Furthermore, understanding the seating supply chain requires a deeper analysis than seating assembly locations, as the supply chain for other components, from foam and frames to leather and other trims, is considerably global and complex.
That the sector is undergoing important changes can be seen at the market leader, Johnson Controls Inc (JCI), whose seat business is currently being spun off into a separate company, Adient, set to go public in October this year. JCI/Adient has approximately a third of the global market, significantly more than any other supplier, although this varies widely by region. In Europe, Faurecia, JCI and Lear account for over three-quarters of the seat market, with the balance coming from the local operations of Japanese suppliers Toyota Boshoku and TS Tech, Dymos of South Korea (which supplies some seats to Hyundai-Kia) and in-house seat production at BMW, Mercedes-Benz and Volkswagen Group.

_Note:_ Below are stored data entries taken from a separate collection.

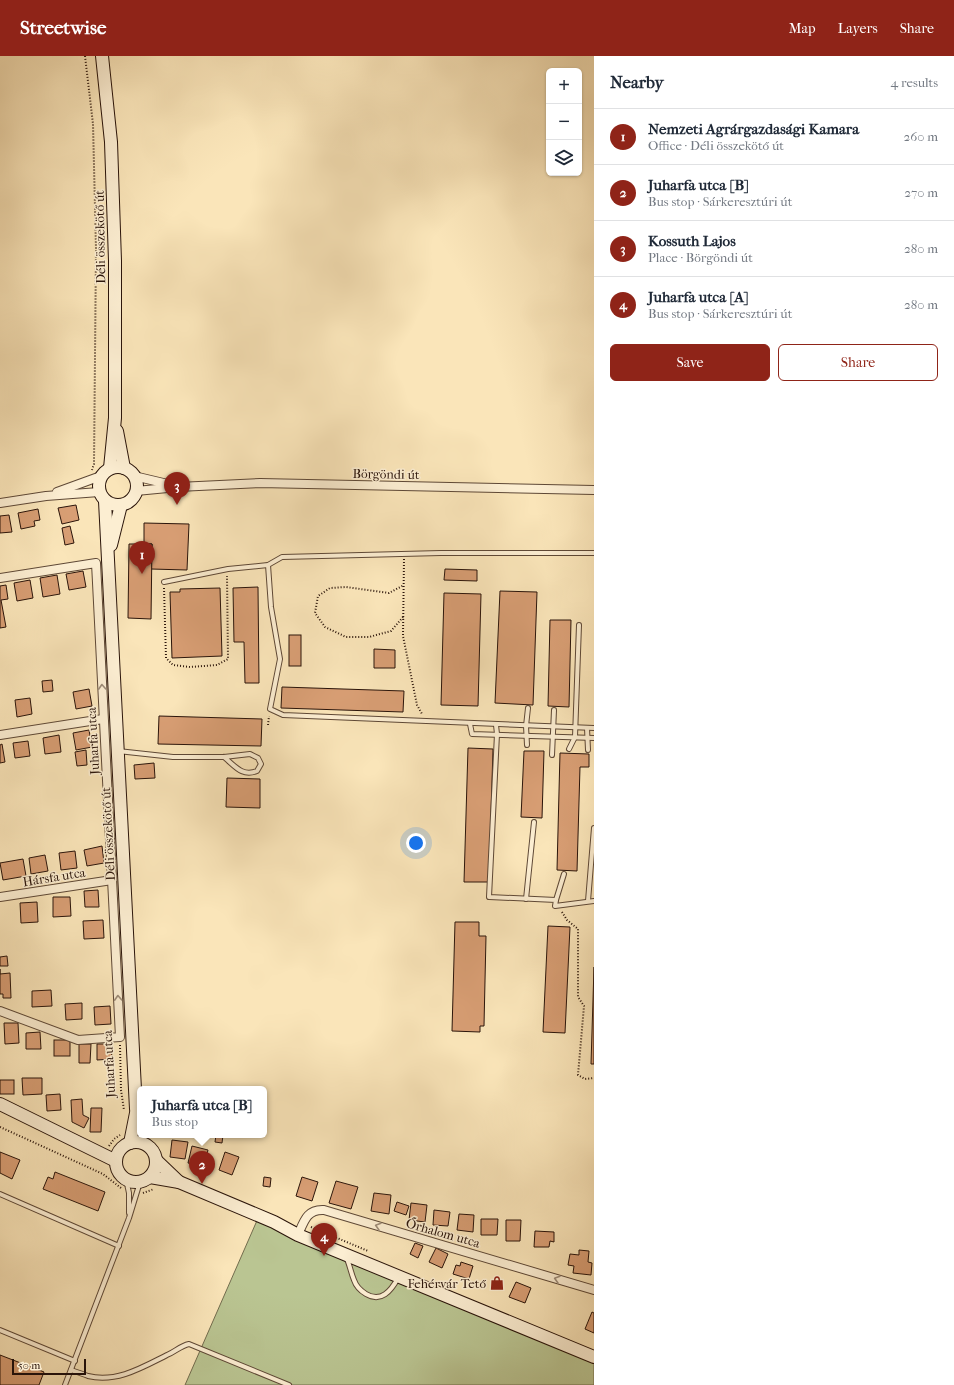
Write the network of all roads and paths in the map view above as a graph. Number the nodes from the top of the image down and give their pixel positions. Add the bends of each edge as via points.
1 (85, 56) edge
2 (102, 56) edge
3 (115, 418) junction
4 (124, 468) junction
5 (105, 472) junction
6 (134, 476) junction
7 (86, 482) junction
8 (178, 487) junction
9 (594, 490) edge
10 (136, 491) junction
11 (46, 496) junction
12 (102, 497) junction
13 (0, 503) edge
14 (121, 505) junction
15 (594, 553) edge
16 (404, 554) junction
17 (108, 558) junction
18 (268, 565) junction
19 (228, 569) junction
20 (0, 578) edge
21 (164, 582) joint
22 (404, 585) junction
23 (403, 617) junction
24 (579, 625) dead end
25 (528, 708) dead end
26 (554, 710) dead end
27 (103, 719) junction
28 (426, 722) junction
29 (470, 724) junction
30 (496, 725) junction
31 (526, 726) junction
32 (552, 727) junction
33 (575, 728) junction
34 (587, 728) junction
35 (594, 728) edge
36 (497, 734) junction
37 (0, 735) edge
38 (527, 736) junction
39 (553, 737) junction
40 (575, 737) junction
41 (588, 738) junction
42 (594, 738) edge
43 (527, 745) dead end
44 (569, 749) dead end
45 (588, 750) dead end
46 (118, 751) junction
47 (552, 755) dead end
48 (224, 757) junction
49 (534, 822) dead end
50 (594, 828) edge
51 (564, 874) dead end
52 (112, 880) junction
53 (0, 897) edge
54 (526, 899) junction
55 (556, 900) junction
56 (588, 901) junction
57 (594, 901) edge
58 (555, 906) junction
59 (0, 1011) edge
60 (120, 1037) junction
61 (594, 1078) edge
62 (0, 1104) edge
63 (136, 1109) junction
64 (137, 1113) edge
65 (125, 1115) dead end
66 (0, 1127) edge
67 (125, 1139) junction
68 (144, 1139) edge
69 (114, 1154) junction
70 (157, 1161) junction
71 (103, 1174) dead end
72 (126, 1179) junction
73 (145, 1179) junction
74 (179, 1182) junction
75 (0, 1194) edge
76 (129, 1218) junction
77 (298, 1234) junction
78 (119, 1246) junction
79 (345, 1253) junction
80 (400, 1276) junction
81 (594, 1290) edge
82 (0, 1330) edge
83 (594, 1357) edge
84 (75, 1361) junction
85 (71, 1370) junction
86 (65, 1385) edge
87 (289, 1385) edge

1 - 7 path via 93,124 96,249 94,464 86,476
2 - 3 main road, Déli összekötő út via 112,150
3 - 4 main road, Déli összekötő út
3 - 5 main road, Déli összekötő út
4 - 5 main road
4 - 6 main road
5 - 7 street
5 - 12 main road via 98,484
6 - 8 street, Börgöndi út
6 - 10 main road
7 - 11 street
8 - 9 street, Börgöndi út via 260,483
8 - 10 street, Börgöndi út
10 - 14 main road via 131,501
11 - 12 street
11 - 13 street
12 - 14 main road via 112,505
12 - 17 main road, Déli összekötő út
14 - 17 main road, Déli összekötő út
15 - 16 lane
16 - 18 lane via 282,558
16 - 22 path
17 - 46 main road, Déli összekötő út
18 - 19 lane
18 - 28 lane via 270,608 280,659 270,709 290,716
19 - 21 lane
19 - 21 path via 228,659 217,665 190,667 173,664 166,658
27 -> 20 street, Juharfa utca via 96,563
22 - 23 path
22 - 23 path via 389,593 346,587 330,588 318,596 314,613 325,627 346,636 370,637 392,631
23 - 28 path via 403,636 417,705
24 - 33 lane
25 - 31 lane
26 - 32 lane
27 - 37 street
27 - 52 street, Juharfa utca
28 - 29 lane
29 - 30 lane
29 - 36 lane via 472,734
30 - 31 lane
30 - 36 lane
31 - 32 lane
31 - 38 lane
32 - 33 lane
32 - 39 lane
33 - 34 lane
33 - 40 lane
34 - 35 lane
34 - 41 lane
36 - 38 lane
36 - 54 lane via 489,898
38 - 39 lane
38 - 43 lane
39 - 40 lane
39 - 47 lane
40 - 41 lane
40 - 44 lane
41 - 42 lane
41 - 45 lane
46 - 48 lane via 173,757
46 - 63 main road, Déli összekötő út
48 - 48 lane via 250,754 258,758 261,764 257,771 250,774 241,771
49 - 54 lane
50 - 56 lane
51 - 55 lane
52 - 53 street, Hársfa utca
60 -> 52 street, Juharfa utca
54 - 55 lane
55 - 58 lane
56 - 57 lane
56 - 58 lane
58 - 61 path via 578,929 578,997 584,1006 578,1075 585,1079
59 - 60 street via 78,1040
60 - 65 path, Juharfa utca via 121,1090
62 - 69 main road via 82,1144
63 - 64 main road, Déli összekötő út
63 - 67 main road, Déli összekötő út
66 - 71 path
67 - 68 main road via 137,1142
67 - 69 main road via 123,1146
67 - 69 path via 114,1139
68 - 70 main road
69 - 72 main road via 119,1172
70 - 73 main road via 156,1167
70 - 74 main road
72 - 73 main road via 136,1182
72 - 76 lane
73 - 74 main road
73 - 76 lane
74 - 77 main road
75 - 78 lane
76 - 78 lane
77 - 79 main road
81 -> 77 street, Őrhalom utca via 324,1210 309,1213
78 - 84 lane
79 - 80 main road
79 - 80 lane via 354,1281 361,1291 370,1297 380,1298 390,1291
80 - 83 main road
82 - 84 lane
84 - 85 lane
85 - 86 lane
85 - 87 lane via 89,1376 106,1377 133,1372 189,1344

As elsewhere, seat manufacturers have followed OEM assembly plants in Europe, localising production in eastern Europe, for example. While most of Faurecia’s plants have been in France, it has opened more facilities in eastern Europe, including foam and mechanisms plants in Poland and numerous seat assembly plants close to its customers across the continent. JCI’s European operations have been centred in Germany and Spain, but it also operates plants in the UK and eastern Europe. Lear’s traditional European focus has been in Germany and Italy, though it, too, has expanded in the UK and to the east.
While in Europe it supplies seats mainly for light commercial vehicles, in North America Magna dominates the light vehicle market alongside JCI and Lear, all three supplying products for cars and light trucks, including SUVs. Faurecia (which has grown in the region thanks in part to acquisitions) and Japanese suppliers’ local operations account for less than 20% of the North American market.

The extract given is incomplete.